● **Brief**: Without including any image, repeat every record exactly.

[Saved entries]
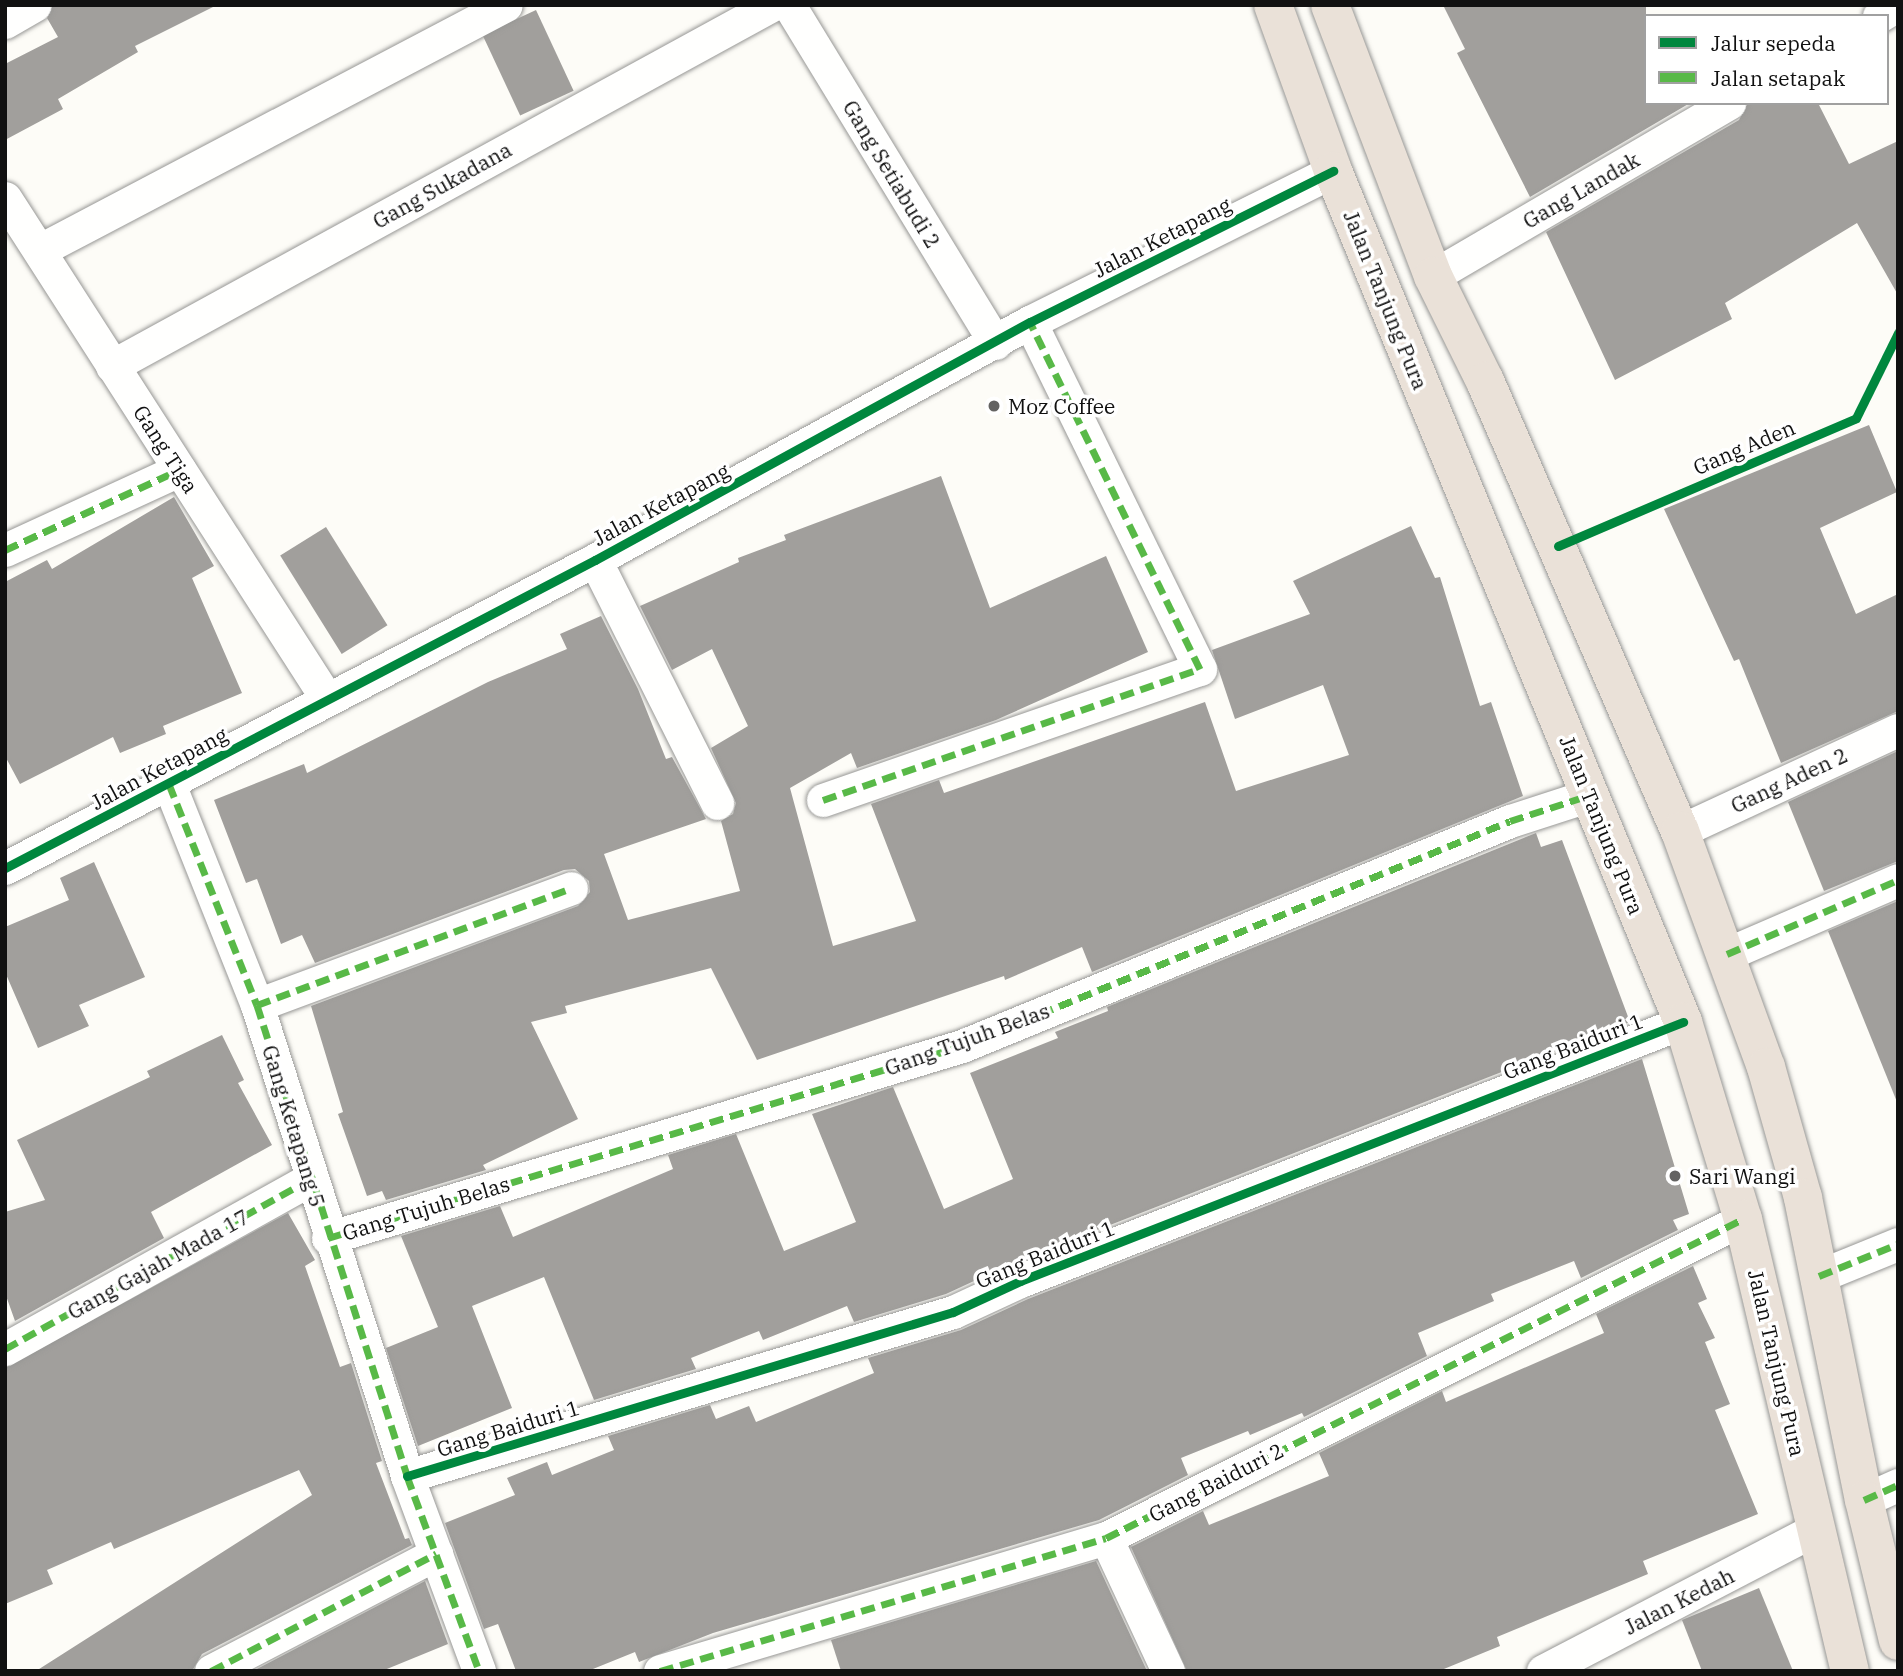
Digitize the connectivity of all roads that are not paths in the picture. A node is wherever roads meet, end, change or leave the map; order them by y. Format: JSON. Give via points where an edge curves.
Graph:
{"nodes":[{"id":1,"x":34,"y":5,"type":"edge"},
{"id":2,"x":506,"y":5,"type":"edge"},
{"id":3,"x":772,"y":5,"type":"edge"},
{"id":4,"x":789,"y":5,"type":"edge"},
{"id":5,"x":1273,"y":5,"type":"edge"},
{"id":6,"x":1330,"y":5,"type":"edge"},
{"id":7,"x":5,"y":22,"type":"edge"},
{"id":8,"x":1726,"y":105,"type":"edge"},
{"id":9,"x":1333,"y":171,"type":"junction"},
{"id":10,"x":5,"y":198,"type":"edge"},
{"id":11,"x":40,"y":250,"type":"junction"},
{"id":12,"x":1433,"y":276,"type":"junction"},
{"id":13,"x":1030,"y":322,"type":"junction"},
{"id":14,"x":995,"y":343,"type":"junction"},
{"id":15,"x":112,"y":366,"type":"junction"},
{"id":16,"x":1500,"y":415,"type":"junction"},
{"id":17,"x":1444,"y":439,"type":"junction"},
{"id":18,"x":179,"y":470,"type":"junction"},
{"id":19,"x":5,"y":550,"type":"edge"},
{"id":20,"x":594,"y":560,"type":"junction"},
{"id":21,"x":327,"y":699,"type":"junction"},
{"id":22,"x":1898,"y":730,"type":"edge"},
{"id":23,"x":169,"y":784,"type":"junction"},
{"id":24,"x":1590,"y":795,"type":"junction"},
{"id":25,"x":823,"y":800,"type":"dead end"},
{"id":26,"x":717,"y":803,"type":"dead end"},
{"id":27,"x":1681,"y":831,"type":"junction"},
{"id":28,"x":5,"y":868,"type":"edge"},
{"id":29,"x":1898,"y":880,"type":"edge"},
{"id":30,"x":570,"y":888,"type":"dead end"},
{"id":31,"x":1727,"y":954,"type":"junction"},
{"id":32,"x":257,"y":1005,"type":"junction"},
{"id":33,"x":1683,"y":1022,"type":"junction"},
{"id":34,"x":310,"y":1179,"type":"junction"},
{"id":35,"x":1743,"y":1219,"type":"junction"},
{"id":36,"x":328,"y":1238,"type":"junction"},
{"id":37,"x":1898,"y":1244,"type":"edge"},
{"id":38,"x":1819,"y":1276,"type":"junction"},
{"id":39,"x":5,"y":1349,"type":"edge"},
{"id":40,"x":407,"y":1476,"type":"junction"},
{"id":41,"x":1898,"y":1485,"type":"edge"},
{"id":42,"x":1864,"y":1500,"type":"junction"},
{"id":43,"x":1814,"y":1530,"type":"junction"},
{"id":44,"x":1105,"y":1538,"type":"junction"},
{"id":45,"x":436,"y":1554,"type":"junction"},
{"id":46,"x":1898,"y":1642,"type":"edge"},
{"id":47,"x":211,"y":1671,"type":"edge"},
{"id":48,"x":479,"y":1671,"type":"edge"},
{"id":49,"x":660,"y":1671,"type":"edge"},
{"id":50,"x":1168,"y":1671,"type":"edge"},
{"id":51,"x":1543,"y":1671,"type":"edge"},
{"id":52,"x":1850,"y":1671,"type":"edge"}],
"edges":[{"from":1,"to":7,"type":"street"},
{"from":2,"to":11,"type":"street"},
{"from":3,"to":15,"type":"street","name":"Gang Sukadana"},
{"from":4,"to":14,"type":"street","name":"Gang Setiabudi 2"},
{"from":5,"to":9,"type":"highway","name":"Jalan Tanjung Pura"},
{"from":6,"to":12,"type":"highway"},
{"from":8,"to":12,"type":"street","name":"Gang Landak"},
{"from":9,"to":13,"type":"street","name":"Jalan Ketapang"},
{"from":9,"to":17,"type":"highway","name":"Jalan Tanjung Pura"},
{"from":10,"to":11,"type":"street","name":"Gang Tiga"},
{"from":11,"to":15,"type":"street","name":"Gang Tiga"},
{"from":12,"to":16,"type":"highway"},
{"from":13,"to":14,"type":"street","name":"Jalan Ketapang"},
{"from":13,"to":25,"type":"street","via":[[1200,669]]},
{"from":14,"to":20,"type":"street","name":"Jalan Ketapang"},
{"from":15,"to":18,"type":"street","name":"Gang Tiga"},
{"from":16,"to":17,"type":"highway"},
{"from":16,"to":27,"type":"highway"},
{"from":17,"to":24,"type":"highway","name":"Jalan Tanjung Pura"},
{"from":18,"to":19,"type":"street"},
{"from":18,"to":21,"type":"street","name":"Gang Tiga"},
{"from":20,"to":21,"type":"street","name":"Jalan Ketapang"},
{"from":20,"to":26,"type":"street"},
{"from":21,"to":23,"type":"street","name":"Jalan Ketapang"},
{"from":22,"to":27,"type":"street","name":"Gang Aden 2"},
{"from":23,"to":28,"type":"street","name":"Jalan Ketapang"},
{"from":23,"to":32,"type":"street","name":"Gang Ketapang 5"},
{"from":24,"to":33,"type":"highway","name":"Jalan Tanjung Pura"},
{"from":24,"to":36,"type":"street","name":"Gang Tujuh Belas","via":[[1510,821],[962,1046]]},
{"from":27,"to":31,"type":"highway"},
{"from":29,"to":31,"type":"street"},
{"from":30,"to":32,"type":"street"},
{"from":31,"to":38,"type":"highway","via":[[1766,1067]]},
{"from":32,"to":34,"type":"street","name":"Gang Ketapang 5"},
{"from":33,"to":35,"type":"highway","name":"Jalan Tanjung Pura"},
{"from":33,"to":40,"type":"street","name":"Gang Baiduri 1","via":[[1020,1281],[953,1312]]},
{"from":34,"to":36,"type":"street","name":"Gang Ketapang 5"},
{"from":34,"to":39,"type":"street","name":"Gang Gajah Mada 17"},
{"from":35,"to":43,"type":"highway","name":"Jalan Tanjung Pura"},
{"from":35,"to":44,"type":"street","name":"Gang Baiduri 2"},
{"from":36,"to":40,"type":"street","name":"Gang Ketapang 5"},
{"from":37,"to":38,"type":"street"},
{"from":38,"to":42,"type":"highway"},
{"from":40,"to":45,"type":"street","name":"Gang Ketapang 5"},
{"from":41,"to":42,"type":"street"},
{"from":42,"to":46,"type":"highway"},
{"from":43,"to":51,"type":"street","name":"Jalan Kedah"},
{"from":43,"to":52,"type":"highway","name":"Jalan Tanjung Pura"},
{"from":44,"to":49,"type":"street","name":"Gang Baiduri 2"},
{"from":44,"to":50,"type":"street"},
{"from":45,"to":47,"type":"street"},
{"from":45,"to":48,"type":"street","name":"Gang Ketapang 5"}]}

● **Completed exercise**:
Digitize the connectivity of all roads that are not paths in the picture. A node is wherever roads meet, end, change or leave the map; order them by y. Format: JSON. Give via points where an edge curves.
Graph:
{"nodes":[{"id":1,"x":34,"y":5,"type":"edge"},
{"id":2,"x":506,"y":5,"type":"edge"},
{"id":3,"x":772,"y":5,"type":"edge"},
{"id":4,"x":789,"y":5,"type":"edge"},
{"id":5,"x":1273,"y":5,"type":"edge"},
{"id":6,"x":1330,"y":5,"type":"edge"},
{"id":7,"x":5,"y":22,"type":"edge"},
{"id":8,"x":1726,"y":105,"type":"edge"},
{"id":9,"x":1333,"y":171,"type":"junction"},
{"id":10,"x":5,"y":198,"type":"edge"},
{"id":11,"x":40,"y":250,"type":"junction"},
{"id":12,"x":1433,"y":276,"type":"junction"},
{"id":13,"x":1030,"y":322,"type":"junction"},
{"id":14,"x":995,"y":343,"type":"junction"},
{"id":15,"x":112,"y":366,"type":"junction"},
{"id":16,"x":1500,"y":415,"type":"junction"},
{"id":17,"x":1444,"y":439,"type":"junction"},
{"id":18,"x":179,"y":470,"type":"junction"},
{"id":19,"x":5,"y":550,"type":"edge"},
{"id":20,"x":594,"y":560,"type":"junction"},
{"id":21,"x":327,"y":699,"type":"junction"},
{"id":22,"x":1898,"y":730,"type":"edge"},
{"id":23,"x":169,"y":784,"type":"junction"},
{"id":24,"x":1590,"y":795,"type":"junction"},
{"id":25,"x":823,"y":800,"type":"dead end"},
{"id":26,"x":717,"y":803,"type":"dead end"},
{"id":27,"x":1681,"y":831,"type":"junction"},
{"id":28,"x":5,"y":868,"type":"edge"},
{"id":29,"x":1898,"y":880,"type":"edge"},
{"id":30,"x":570,"y":888,"type":"dead end"},
{"id":31,"x":1727,"y":954,"type":"junction"},
{"id":32,"x":257,"y":1005,"type":"junction"},
{"id":33,"x":1683,"y":1022,"type":"junction"},
{"id":34,"x":310,"y":1179,"type":"junction"},
{"id":35,"x":1743,"y":1219,"type":"junction"},
{"id":36,"x":328,"y":1238,"type":"junction"},
{"id":37,"x":1898,"y":1244,"type":"edge"},
{"id":38,"x":1819,"y":1276,"type":"junction"},
{"id":39,"x":5,"y":1349,"type":"edge"},
{"id":40,"x":407,"y":1476,"type":"junction"},
{"id":41,"x":1898,"y":1485,"type":"edge"},
{"id":42,"x":1864,"y":1500,"type":"junction"},
{"id":43,"x":1814,"y":1530,"type":"junction"},
{"id":44,"x":1105,"y":1538,"type":"junction"},
{"id":45,"x":436,"y":1554,"type":"junction"},
{"id":46,"x":1898,"y":1642,"type":"edge"},
{"id":47,"x":211,"y":1671,"type":"edge"},
{"id":48,"x":479,"y":1671,"type":"edge"},
{"id":49,"x":660,"y":1671,"type":"edge"},
{"id":50,"x":1168,"y":1671,"type":"edge"},
{"id":51,"x":1543,"y":1671,"type":"edge"},
{"id":52,"x":1850,"y":1671,"type":"edge"}],
"edges":[{"from":1,"to":7,"type":"street"},
{"from":2,"to":11,"type":"street"},
{"from":3,"to":15,"type":"street","name":"Gang Sukadana"},
{"from":4,"to":14,"type":"street","name":"Gang Setiabudi 2"},
{"from":5,"to":9,"type":"highway","name":"Jalan Tanjung Pura"},
{"from":6,"to":12,"type":"highway"},
{"from":8,"to":12,"type":"street","name":"Gang Landak"},
{"from":9,"to":13,"type":"street","name":"Jalan Ketapang"},
{"from":9,"to":17,"type":"highway","name":"Jalan Tanjung Pura"},
{"from":10,"to":11,"type":"street","name":"Gang Tiga"},
{"from":11,"to":15,"type":"street","name":"Gang Tiga"},
{"from":12,"to":16,"type":"highway"},
{"from":13,"to":14,"type":"street","name":"Jalan Ketapang"},
{"from":13,"to":25,"type":"street","via":[[1200,669]]},
{"from":14,"to":20,"type":"street","name":"Jalan Ketapang"},
{"from":15,"to":18,"type":"street","name":"Gang Tiga"},
{"from":16,"to":17,"type":"highway"},
{"from":16,"to":27,"type":"highway"},
{"from":17,"to":24,"type":"highway","name":"Jalan Tanjung Pura"},
{"from":18,"to":19,"type":"street"},
{"from":18,"to":21,"type":"street","name":"Gang Tiga"},
{"from":20,"to":21,"type":"street","name":"Jalan Ketapang"},
{"from":20,"to":26,"type":"street"},
{"from":21,"to":23,"type":"street","name":"Jalan Ketapang"},
{"from":22,"to":27,"type":"street","name":"Gang Aden 2"},
{"from":23,"to":28,"type":"street","name":"Jalan Ketapang"},
{"from":23,"to":32,"type":"street","name":"Gang Ketapang 5"},
{"from":24,"to":33,"type":"highway","name":"Jalan Tanjung Pura"},
{"from":24,"to":36,"type":"street","name":"Gang Tujuh Belas","via":[[1510,821],[962,1046]]},
{"from":27,"to":31,"type":"highway"},
{"from":29,"to":31,"type":"street"},
{"from":30,"to":32,"type":"street"},
{"from":31,"to":38,"type":"highway","via":[[1766,1067]]},
{"from":32,"to":34,"type":"street","name":"Gang Ketapang 5"},
{"from":33,"to":35,"type":"highway","name":"Jalan Tanjung Pura"},
{"from":33,"to":40,"type":"street","name":"Gang Baiduri 1","via":[[1020,1281],[953,1312]]},
{"from":34,"to":36,"type":"street","name":"Gang Ketapang 5"},
{"from":34,"to":39,"type":"street","name":"Gang Gajah Mada 17"},
{"from":35,"to":43,"type":"highway","name":"Jalan Tanjung Pura"},
{"from":35,"to":44,"type":"street","name":"Gang Baiduri 2"},
{"from":36,"to":40,"type":"street","name":"Gang Ketapang 5"},
{"from":37,"to":38,"type":"street"},
{"from":38,"to":42,"type":"highway"},
{"from":40,"to":45,"type":"street","name":"Gang Ketapang 5"},
{"from":41,"to":42,"type":"street"},
{"from":42,"to":46,"type":"highway"},
{"from":43,"to":51,"type":"street","name":"Jalan Kedah"},
{"from":43,"to":52,"type":"highway","name":"Jalan Tanjung Pura"},
{"from":44,"to":49,"type":"street","name":"Gang Baiduri 2"},
{"from":44,"to":50,"type":"street"},
{"from":45,"to":47,"type":"street"},
{"from":45,"to":48,"type":"street","name":"Gang Ketapang 5"}]}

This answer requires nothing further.